December 23, 2004

You keep using that word. But I do not think it means what you think it means

I just twitted Brian for advertising a hiatus with rare TAR updates, followed by substantial posts the next two days (to be fair, I bet he's keeping his promise not to update the papers blog). But I found a better example of this on Mark Becthel's The Daily Blog at Sports Illustrated Online:

Mark Bechtel is the Scorecard editor for Sports Illustrated and writes a Daily Blog every Wednesday for SI.com.

It's not a blog either. I will grant 'the'.

Anyway, I have some post ideas in the backlog, but I also have several things to do between now and the New Year. So I expect not to update this site for a little while. Happy holidays, all. A couple of thoughts below the fold, one of them mildly philosophical.
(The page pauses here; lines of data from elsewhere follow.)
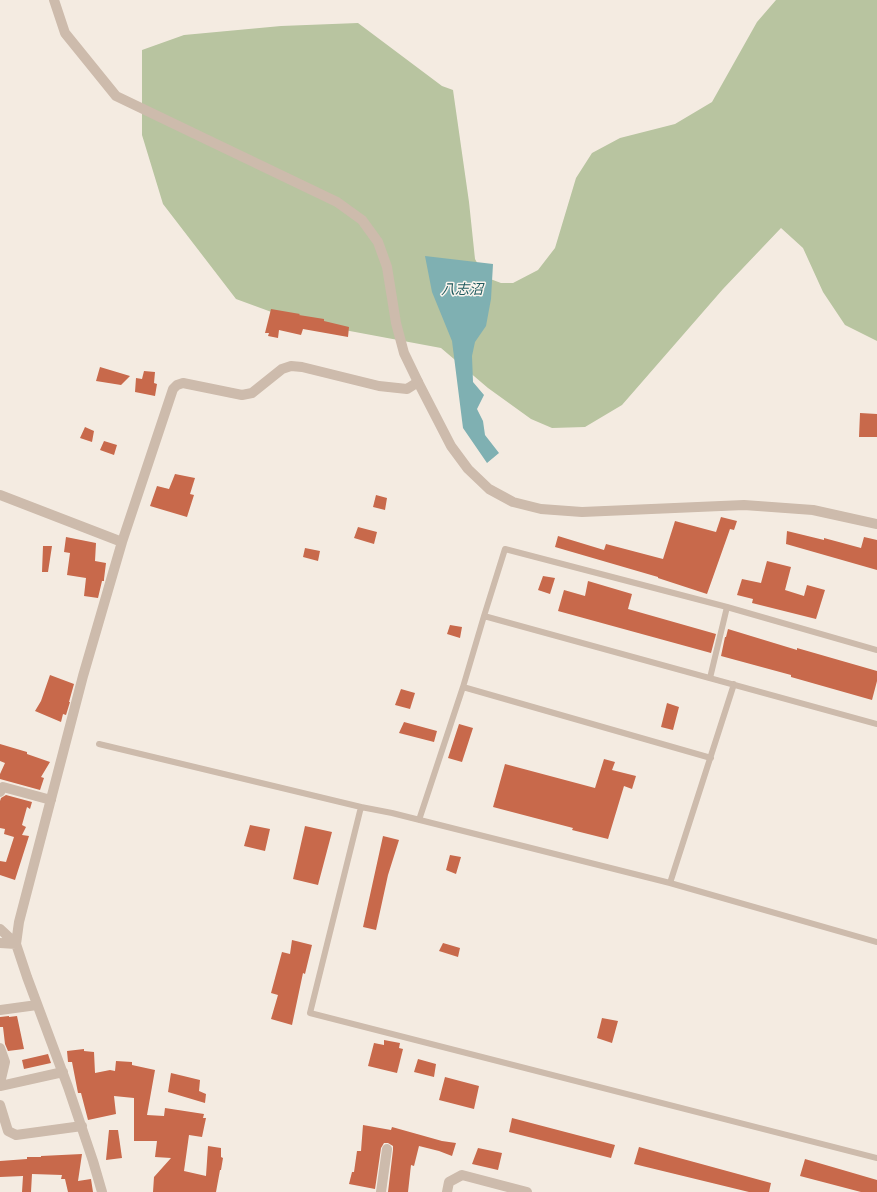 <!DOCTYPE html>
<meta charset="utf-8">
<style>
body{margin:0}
canvas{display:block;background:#f4ebe1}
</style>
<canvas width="877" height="1192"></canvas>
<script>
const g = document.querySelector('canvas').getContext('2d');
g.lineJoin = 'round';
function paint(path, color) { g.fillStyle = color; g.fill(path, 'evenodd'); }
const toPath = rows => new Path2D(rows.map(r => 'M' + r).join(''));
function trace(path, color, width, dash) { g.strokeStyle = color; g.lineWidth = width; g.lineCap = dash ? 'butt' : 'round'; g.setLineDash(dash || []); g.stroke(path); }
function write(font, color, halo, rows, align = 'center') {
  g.font = font + ' "Sofia Sans Condensed","Noto Sans JP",sans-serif'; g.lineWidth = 3; g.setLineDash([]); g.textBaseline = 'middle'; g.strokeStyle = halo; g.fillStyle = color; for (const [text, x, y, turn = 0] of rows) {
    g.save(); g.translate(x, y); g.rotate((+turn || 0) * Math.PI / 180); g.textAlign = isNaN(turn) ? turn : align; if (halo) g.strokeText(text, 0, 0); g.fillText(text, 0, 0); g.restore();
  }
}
paint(toPath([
 [776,0,877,0,877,341,845,325,823,292,803,248,781,228,723,289,622,405,585,427,552,428,531,419,488,388,441,348,296,321,236,299,163,204,142,135,142,50,184,35,281,26,358,23,442,86,453,90,469,202,475,259,485,277,501,283,513,283,538,270,555,248,576,178,592,153,620,138,675,124,712,102,757,22]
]), '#b8c4a0');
paint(toPath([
 [425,256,493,264,491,299,486,326,475,342,472,356,473,382,484,395,477,409,483,421,485,435,499,453,487,463,463,428,452,341,432,292]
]), '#7fb0b2');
paint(toPath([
 [271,309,300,314,299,315,324,319,324,321,349,327,348,337,303,329,301,335,279,330,278,338,268,336,269,333,265,333],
 [100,367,130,376,121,385,96,381],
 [144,371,155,372,154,383,157,384,155,396,135,392,136,378,142,379],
 [860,413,877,414,877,437,859,437],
 [85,427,94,431,92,442,80,438],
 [104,441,117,445,114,455,100,450],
 [175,474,195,478,190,494,194,495,187,517,150,506,157,486,169,489],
 [376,495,387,498,385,510,373,507],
 [721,517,737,521,734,530,730,529,707,594,658,578,658,577,555,547,558,536,604,550,606,544,663,559,675,521,716,532],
 [358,527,377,532,374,544,354,538],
 [787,531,824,540,824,538,861,548,864,537,877,540,877,570,786,544],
 [66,537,96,543,95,561,106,563,104,579,104,581,102,581,98,598,84,596,86,578,67,575,70,553,64,552],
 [43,546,52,546,48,572,42,572],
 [305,548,320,551,318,561,303,557],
 [767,561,791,567,785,590,804,596,807,585,825,590,816,619,752,603,753,599,737,595,742,579,761,583],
 [543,576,555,578,550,594,538,590],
 [588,581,632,594,628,609,716,634,711,653,558,611,564,590,585,596],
 [450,625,462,627,460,638,447,634],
 [728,629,797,650,797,648,877,671,877,681,872,700,791,677,791,675,721,656,725,637,726,637],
 [50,675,74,684,69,702,70,702,66,715,63,714,61,722,35,711,41,701],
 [401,689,415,693,410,709,395,705],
 [667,703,679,707,673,730,661,727],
 [404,722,437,731,434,742,399,733],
 [459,724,473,728,462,762,448,758],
 [0,744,27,752,27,754,50,762,41,777,44,778,40,790,0,779,0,774,5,763,0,761],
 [604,759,615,762,612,770,636,776,632,789,624,786,608,839,572,830,573,828,493,807,505,764,595,788],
 [6,795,32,802,30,809,27,807,22,825,26,827,22,835,29,836,15,880,0,875,0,861,6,862,14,837,4,834,5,829,0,828,0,801,1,798],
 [250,825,270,829,265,851,244,846],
 [305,826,332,832,318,885,293,879],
 [383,836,399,840,388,875,376,930,363,927],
 [450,855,461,857,456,874,446,870],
 [292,940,312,945,305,974,303,973,292,1025,271,1019,278,995,271,993,282,952,290,954],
 [443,943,460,948,458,957,439,951],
 [9,1016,9,1017,17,1016,24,1049,8,1051,5,1044,3,1027,0,1027,0,1017],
 [602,1018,618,1021,612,1043,597,1038],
 [384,1040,400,1043,399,1048,403,1049,397,1073,368,1066,374,1043,384,1045],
 [84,1049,84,1051,94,1052,95,1073,110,1070,115,1071,116,1061,132,1062,132,1065,155,1070,147,1115,164,1116,165,1108,204,1114,203,1118,206,1118,202,1137,189,1135,184,1171,206,1176,208,1146,221,1148,221,1157,223,1158,221,1170,220,1170,216,1192,153,1192,154,1177,171,1158,155,1157,157,1141,134,1141,134,1098,114,1096,116,1114,88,1120,81,1093,78,1093,72,1062,68,1062,67,1051],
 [48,1054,51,1063,24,1069,22,1060],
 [418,1059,436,1064,434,1077,414,1072],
 [171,1073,200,1080,199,1091,206,1094,205,1103,168,1092],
 [445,1077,479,1086,474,1109,439,1100],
 [512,1118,615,1145,611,1158,509,1132],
 [363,1125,391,1130,392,1127,442,1141,456,1143,452,1156,439,1151,419,1146,414,1166,411,1165,408,1192,388,1192,393,1150,393,1146,388,1143,384,1143,381,1148,375,1189,349,1184,352,1172,354,1172,357,1151,361,1151],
 [109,1130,118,1130,122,1158,106,1160],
 [639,1147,771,1183,769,1192,749,1192,634,1164],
 [478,1148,502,1153,498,1170,472,1164],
 [82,1154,78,1181,91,1179,93,1192,68,1192,65,1179,61,1179,62,1175,32,1174,31,1192,22,1192,23,1176,0,1177,0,1161,27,1159,27,1157,41,1157,41,1156],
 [805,1159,877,1180,877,1192,861,1192,800,1176]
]), '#c8694b');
trace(toPath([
 [484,616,877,724],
 [710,678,727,607],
 [463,687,711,758],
 [99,744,361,807,392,813,670,883,877,942],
 [361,807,310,1013,877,1158],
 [419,820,463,687,484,616,505,549,727,607,877,650],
 [670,883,734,684]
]), '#cdbbac', 6);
trace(toPath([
 [0,495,122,542],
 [0,792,3,787,51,800],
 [0,929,16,944],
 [0,943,16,944],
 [0,1010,37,1005],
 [0,1048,5,1062,0,1083],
 [0,1086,63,1072],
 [0,1105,8,1131,16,1135,82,1126],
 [102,1192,93,1161,68,1087,27,977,16,944,19,922,83,676,122,542,173,389,177,385,183,383,242,395,252,393,282,369,291,366,302,367,379,386,407,389,418,382],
 [381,1192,387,1149],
 [447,1192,449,1182,462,1175,527,1192]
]), '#cdbbac', 10);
trace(toPath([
 [54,0,65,33,116,96,337,202,362,220,378,242,387,267,396,323,404,353,418,382,451,446,468,469,489,489,513,502,541,509,582,512,744,505,813,510,877,524]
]), '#cdbbac', 10);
write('italic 14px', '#1f5a5e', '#fbf5ee', [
 ["八志沼",462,290]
]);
</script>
Those of us who have driven back and forth between Pittsburgh and points west may sometimes have been heard to wonder whether Ohio is really necessary. All in good fun, of course--keep exporting stuff like this and no one will ever question your worth (the key word is exporting). But--when it snows, could you try to keep I-80 clear? Thank you.

And, since I was somewhat trying to outrun a storm*, I was reminded of Jack L. Chalker's "The Stormsong Runner," which I'm going to spoil. (It's in Great American Ghost Stories, the anthology that needs to be read only for the top-nine "One of the Dead" by William Wood. Anyway, "The Stormsong Runner" is narrated by a teacher in the mountains of West Virginia. One girl in his district is marked and outcast because, as she and everyone else thinks, she is called by the dead to bring down storms. The climax comes when a storm will burst the dam; the girl is heard arguing with her dead father (or talking to herself in a deep voice? there are some things not dreamt of in the narrator's philosophy), protesting that she can't do it, while the father says even worse things will happen if the storm isn't called. Somehow the dam holds, or the valley is evacuated--I forget--and the girl explains that she didn't have to do it, because the dead got some woman in Kentucky to call it.

"Well," I thought. "That's too cheap. Ghosts just don't act that way." Isn't that an odd thing to think? I don't believe in ghosts. And I can't say, within the story, ghosts don't act that way--obviously they do. Maybe in ghost stories as a genre ghosts don't act that way, but it's Chalker's prerogative to break conventions, isn't it? So whence my imaginative resistance?

*Though what turned out to be key was outrunning the cold front--when the snow turned into freezing rain driving became much easier. And don't you think, if I were posting about philosophy, it would be worth wondering what "the snow turned into freezing rain" means?